Task prompt ▸ The required output is the lines below from the line containing "pinky pip: (198, 218)" to the line containing "pinky tip: (329, 292)", inclusive, retyped exactly. No other lines belong in it.

[[ Data in this exercise, beginning ]]

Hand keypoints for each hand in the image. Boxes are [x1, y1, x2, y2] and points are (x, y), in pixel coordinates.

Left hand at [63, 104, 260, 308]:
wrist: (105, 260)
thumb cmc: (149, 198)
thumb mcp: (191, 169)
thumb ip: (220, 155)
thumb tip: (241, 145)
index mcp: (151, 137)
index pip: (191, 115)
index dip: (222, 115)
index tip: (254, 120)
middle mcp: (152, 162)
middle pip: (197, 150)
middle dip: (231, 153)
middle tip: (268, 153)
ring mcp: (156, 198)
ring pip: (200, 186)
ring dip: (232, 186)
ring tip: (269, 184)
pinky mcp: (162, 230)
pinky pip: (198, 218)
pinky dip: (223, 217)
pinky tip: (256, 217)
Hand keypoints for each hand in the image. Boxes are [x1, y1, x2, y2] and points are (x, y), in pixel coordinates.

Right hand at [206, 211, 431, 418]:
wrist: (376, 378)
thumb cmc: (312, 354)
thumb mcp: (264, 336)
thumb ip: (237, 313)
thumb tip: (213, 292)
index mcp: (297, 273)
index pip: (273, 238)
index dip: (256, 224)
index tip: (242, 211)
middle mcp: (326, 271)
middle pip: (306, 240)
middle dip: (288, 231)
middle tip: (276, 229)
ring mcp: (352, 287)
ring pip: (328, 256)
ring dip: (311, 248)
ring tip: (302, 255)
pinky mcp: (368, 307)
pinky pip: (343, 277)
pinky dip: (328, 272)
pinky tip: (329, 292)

[[ Data in this exercise, end ]]
[[ Data in this exercise, beginning ]]

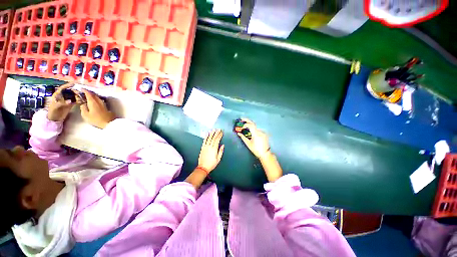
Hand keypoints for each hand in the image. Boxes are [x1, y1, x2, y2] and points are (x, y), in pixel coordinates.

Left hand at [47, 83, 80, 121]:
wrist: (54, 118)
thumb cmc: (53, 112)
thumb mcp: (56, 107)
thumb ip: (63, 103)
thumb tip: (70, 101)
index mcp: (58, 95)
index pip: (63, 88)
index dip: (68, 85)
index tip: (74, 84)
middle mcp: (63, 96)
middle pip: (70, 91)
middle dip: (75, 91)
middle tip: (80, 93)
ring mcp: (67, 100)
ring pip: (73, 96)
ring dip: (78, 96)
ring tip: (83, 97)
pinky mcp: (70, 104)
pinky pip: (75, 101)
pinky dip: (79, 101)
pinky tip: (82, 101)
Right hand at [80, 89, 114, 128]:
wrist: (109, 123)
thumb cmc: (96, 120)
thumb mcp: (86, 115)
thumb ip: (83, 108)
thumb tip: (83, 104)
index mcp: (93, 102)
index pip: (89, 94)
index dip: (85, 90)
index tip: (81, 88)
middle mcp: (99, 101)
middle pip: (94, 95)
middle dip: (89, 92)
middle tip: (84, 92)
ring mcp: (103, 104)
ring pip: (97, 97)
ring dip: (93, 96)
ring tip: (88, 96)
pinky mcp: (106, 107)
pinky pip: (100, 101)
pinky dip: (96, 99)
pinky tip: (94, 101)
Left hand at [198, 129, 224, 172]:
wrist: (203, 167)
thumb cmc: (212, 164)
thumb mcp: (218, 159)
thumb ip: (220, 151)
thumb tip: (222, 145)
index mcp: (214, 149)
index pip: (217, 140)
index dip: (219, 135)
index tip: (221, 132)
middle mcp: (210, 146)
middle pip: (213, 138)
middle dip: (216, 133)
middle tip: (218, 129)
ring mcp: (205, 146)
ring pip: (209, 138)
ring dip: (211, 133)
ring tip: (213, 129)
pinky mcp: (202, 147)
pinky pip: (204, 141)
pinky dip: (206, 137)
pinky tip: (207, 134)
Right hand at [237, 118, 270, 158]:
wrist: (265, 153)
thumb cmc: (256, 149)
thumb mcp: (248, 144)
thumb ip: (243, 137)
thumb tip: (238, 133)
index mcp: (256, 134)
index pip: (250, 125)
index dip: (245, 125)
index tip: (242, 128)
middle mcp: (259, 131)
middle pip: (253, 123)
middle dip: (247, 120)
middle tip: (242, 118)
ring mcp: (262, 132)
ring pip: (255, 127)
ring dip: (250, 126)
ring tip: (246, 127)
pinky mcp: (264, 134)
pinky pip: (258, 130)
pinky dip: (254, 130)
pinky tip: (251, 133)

[[ Data in this exercise, end ]]

Final answer ▸
pinky pip: (198, 218)
pinky dip: (223, 217)
pinky tip: (256, 217)
Hand keypoints for each hand in the image. Boxes are [x1, y1, x2, y2] and points are (x, y), in pixel coordinates.

Right hand at [206, 211, 431, 418]:
wrist: (376, 378)
thumb cmc: (312, 354)
thumb mcp: (264, 336)
thumb ip: (237, 313)
thumb tip: (213, 292)
index mcp: (297, 273)
index pip: (273, 238)
index dip: (256, 224)
index tip: (242, 211)
middle mcp: (326, 271)
middle pip: (306, 240)
middle dip: (288, 231)
middle tip: (276, 229)
ring mcp: (352, 287)
ring pip: (328, 256)
ring dip: (311, 248)
ring tip: (302, 255)
pinky mcp: (368, 307)
pinky pip: (343, 277)
pinky dip: (328, 272)
pinky tip: (329, 292)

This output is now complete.